Dataset items
*****
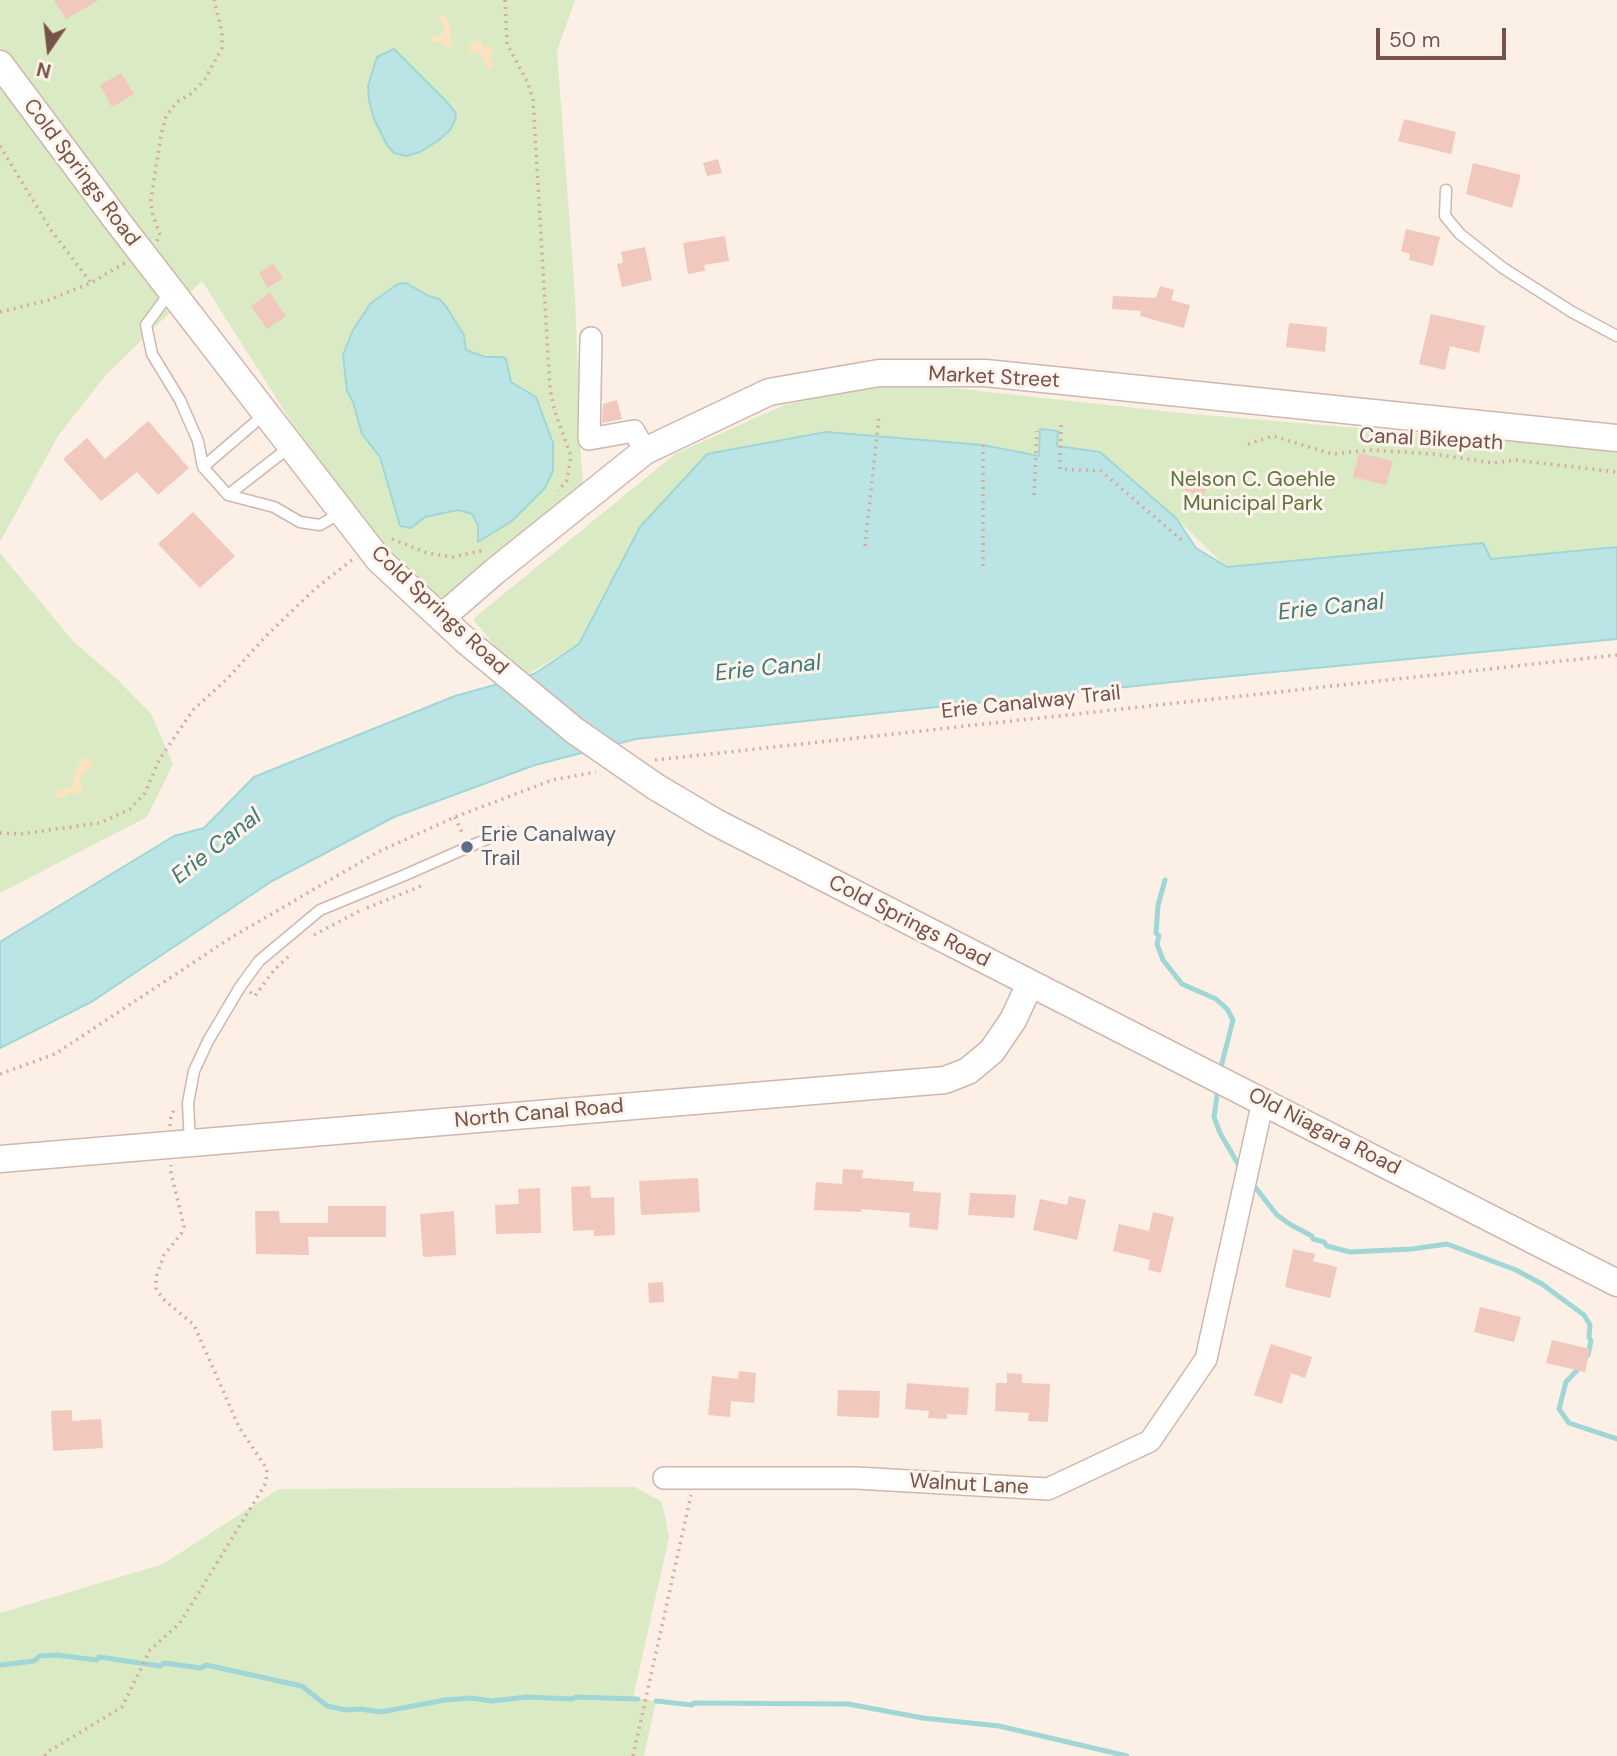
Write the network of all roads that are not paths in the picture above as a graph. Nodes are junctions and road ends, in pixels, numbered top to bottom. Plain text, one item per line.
1 (0, 64) edge
2 (1446, 190) dead end
3 (171, 291) junction
4 (1617, 336) edge
5 (591, 338) dead end
6 (266, 413) junction
7 (1617, 438) edge
8 (291, 446) junction
9 (645, 451) junction
10 (204, 467) junction
11 (228, 495) junction
12 (342, 512) junction
13 (442, 617) junction
14 (505, 831) dead end
15 (1030, 984) junction
16 (1263, 1101) junction
17 (180, 1143) junction
18 (0, 1160) edge
19 (1617, 1283) edge
20 (664, 1478) dead end

1 - 3 street, Cold Springs Road
2 - 4 lane
3 - 6 street, Cold Springs Road
3 - 10 lane
5 - 9 street
6 - 8 street, Cold Springs Road
6 - 10 lane
7 - 9 street, Market Street
8 - 11 lane
8 - 12 street, Cold Springs Road
9 - 13 street, Market Street
10 - 11 lane
11 - 12 lane
12 - 13 street, Cold Springs Road
13 - 15 street, Cold Springs Road, bridge
14 - 17 lane
15 - 16 street, Old Niagara Road
15 - 17 street, North Canal Road
16 - 19 street, Old Niagara Road
16 - 20 street, Walnut Lane
17 - 18 street, North Canal Road

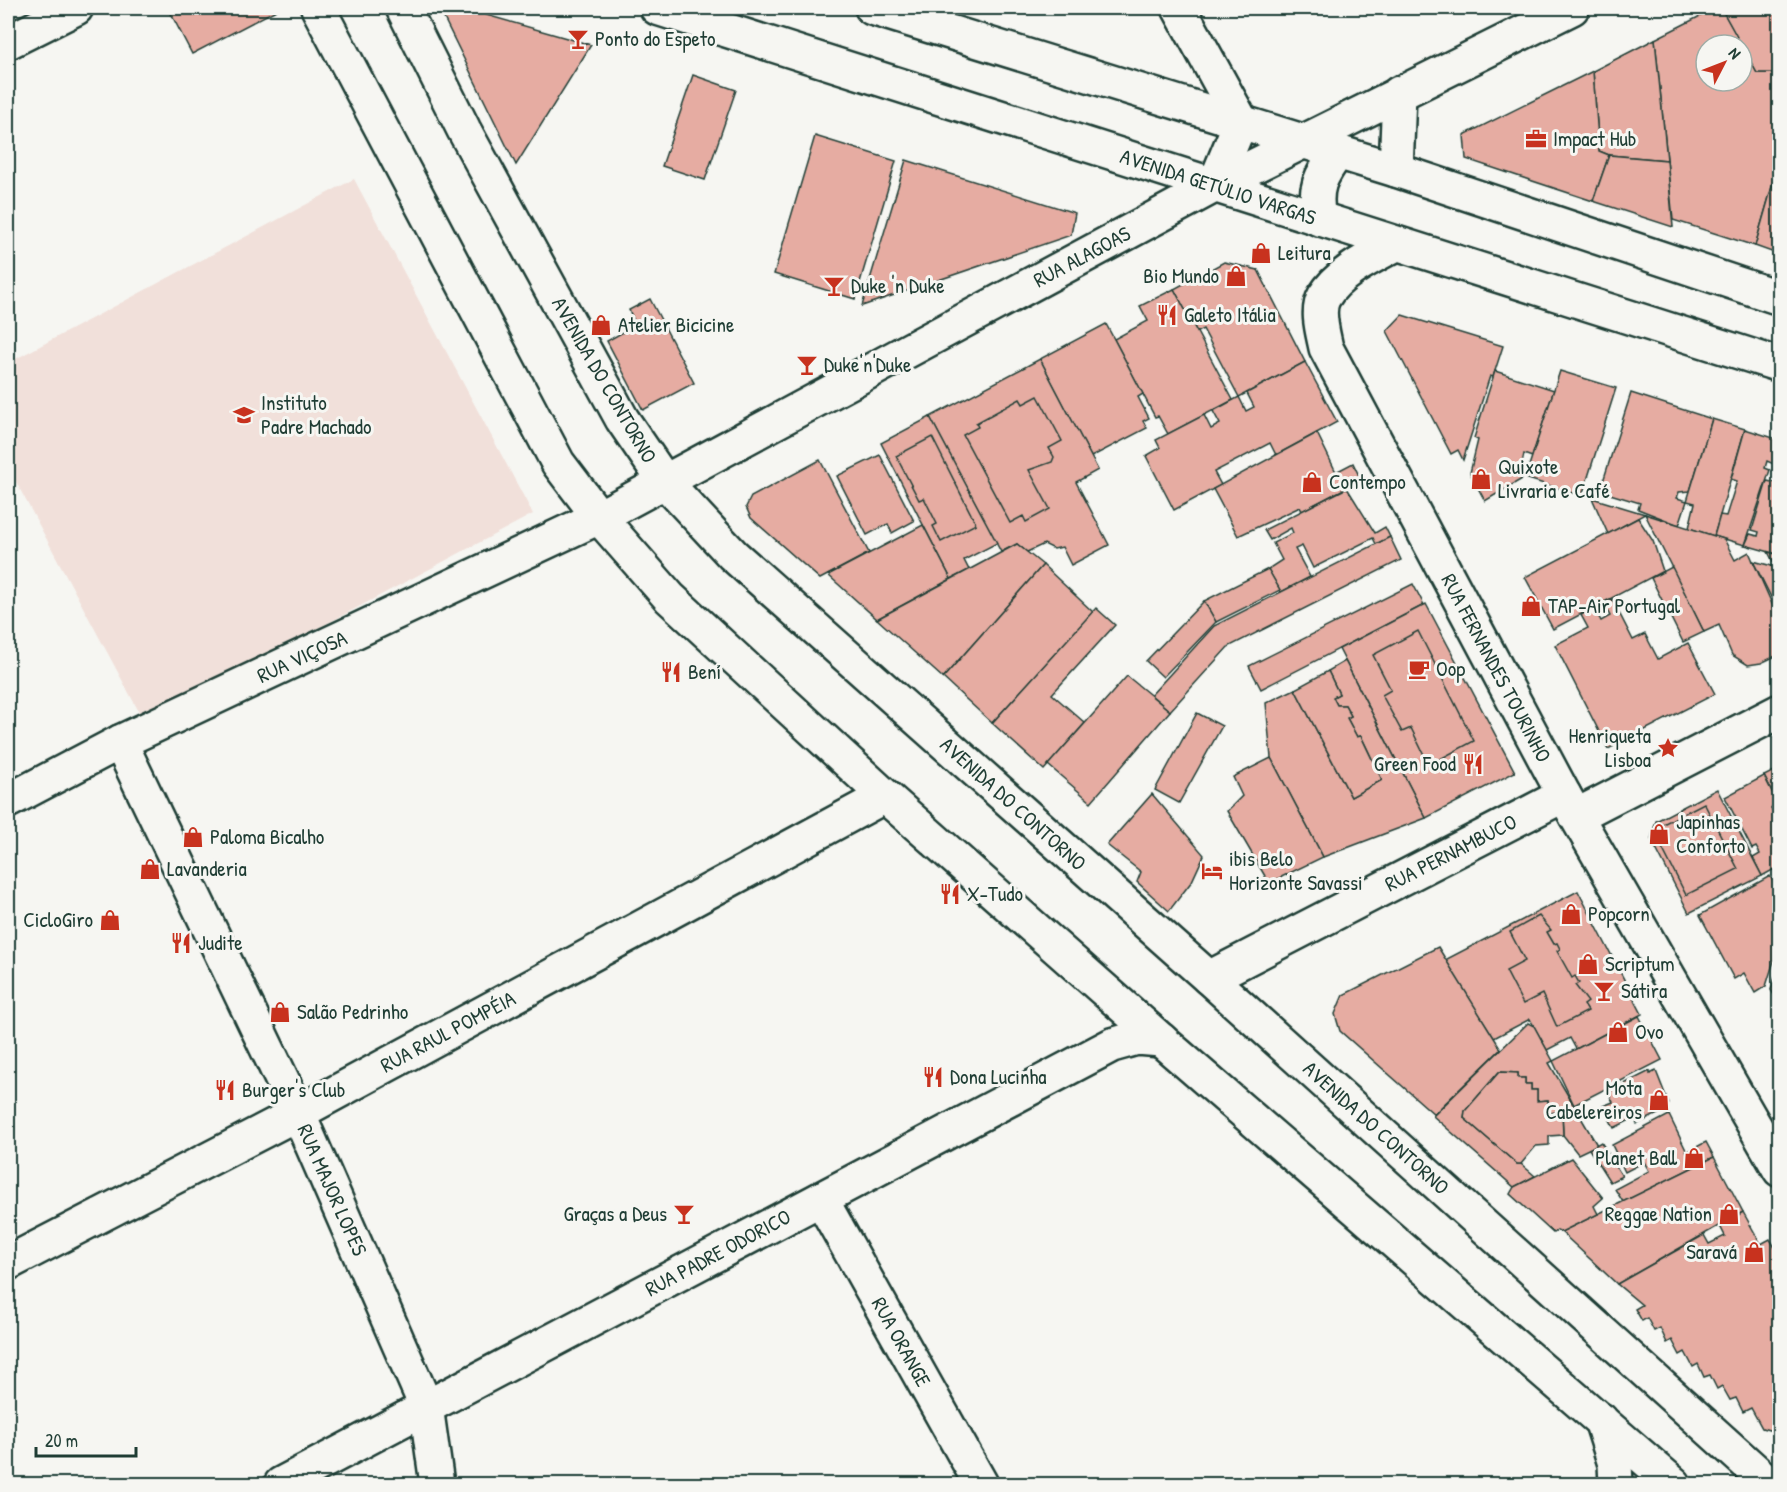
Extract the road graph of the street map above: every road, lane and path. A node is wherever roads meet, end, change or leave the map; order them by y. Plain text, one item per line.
1 (76, 8) edge
2 (318, 8) edge
3 (657, 8) edge
4 (872, 8) edge
5 (1179, 8) edge
6 (1572, 8) edge
7 (414, 16) edge
8 (8, 42) edge
9 (1399, 93) junction
10 (1241, 121) junction
11 (1304, 141) junction
12 (1338, 152) junction
13 (1396, 170) junction
14 (1214, 186) junction
15 (1319, 219) junction
16 (1396, 244) junction
17 (1779, 298) edge
18 (1779, 365) edge
19 (665, 483) junction
20 (598, 517) junction
21 (1779, 711) edge
22 (120, 742) junction
23 (885, 796) junction
24 (8, 801) edge
25 (1570, 805) junction
26 (1209, 978) junction
27 (1161, 1040) junction
28 (298, 1113) junction
29 (1779, 1170) edge
30 (821, 1199) junction
31 (8, 1263) edge
32 (426, 1406) junction
33 (1600, 1419) junction
34 (439, 1476) edge
35 (1765, 1479) edge
36 (281, 1485) edge
37 (981, 1485) edge
38 (1616, 1485) edge
39 (1674, 1485) edge

1 - 8 street
2 - 20 street
3 - 14 street, AVENIDA GETÚLIO VARGAS
4 - 10 street
5 - 10 street
6 - 9 street, RUA ALAGOAS
7 - 19 street, AVENIDA DO CONTORNO
9 - 11 street, RUA ALAGOAS
9 - 13 street
10 - 11 street
10 - 14 street
11 - 12 street
11 - 14 street, RUA ALAGOAS
12 - 13 street
12 - 15 street
13 - 17 street
14 - 15 street, AVENIDA GETÚLIO VARGAS
14 - 19 street, RUA ALAGOAS
15 - 16 street, AVENIDA GETÚLIO VARGAS
16 - 18 street, AVENIDA GETÚLIO VARGAS
16 - 25 street, RUA FERNANDES TOURINHO
19 - 20 street, RUA ALAGOAS
19 - 26 street, AVENIDA DO CONTORNO
20 - 22 street, RUA VIÇOSA
20 - 23 street
21 - 25 street, RUA PERNAMBUCO
22 - 24 street, RUA VIÇOSA
22 - 28 street, RUA MAJOR LOPES
23 - 27 street
23 - 28 street, RUA RAUL POMPÉIA
25 - 26 street, RUA PERNAMBUCO
25 - 29 street, RUA FERNANDES TOURINHO
26 - 35 street, AVENIDA DO CONTORNO
27 - 30 street, RUA PADRE ODORICO
27 - 33 street
28 - 31 street, RUA RAUL POMPÉIA
28 - 32 street, RUA MAJOR LOPES
30 - 32 street, RUA PADRE ODORICO
30 - 37 street, RUA ORANGE
32 - 34 street, RUA MAJOR LOPES
32 - 36 street, RUA PADRE ODORICO
33 - 38 street
33 - 39 street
*****
WHAT TO PRODUCE:
Search the entries for the word "GETÚLIO" and copy every line that has it.

TASK RESULT:
3 - 14 street, AVENIDA GETÚLIO VARGAS
14 - 15 street, AVENIDA GETÚLIO VARGAS
15 - 16 street, AVENIDA GETÚLIO VARGAS
16 - 18 street, AVENIDA GETÚLIO VARGAS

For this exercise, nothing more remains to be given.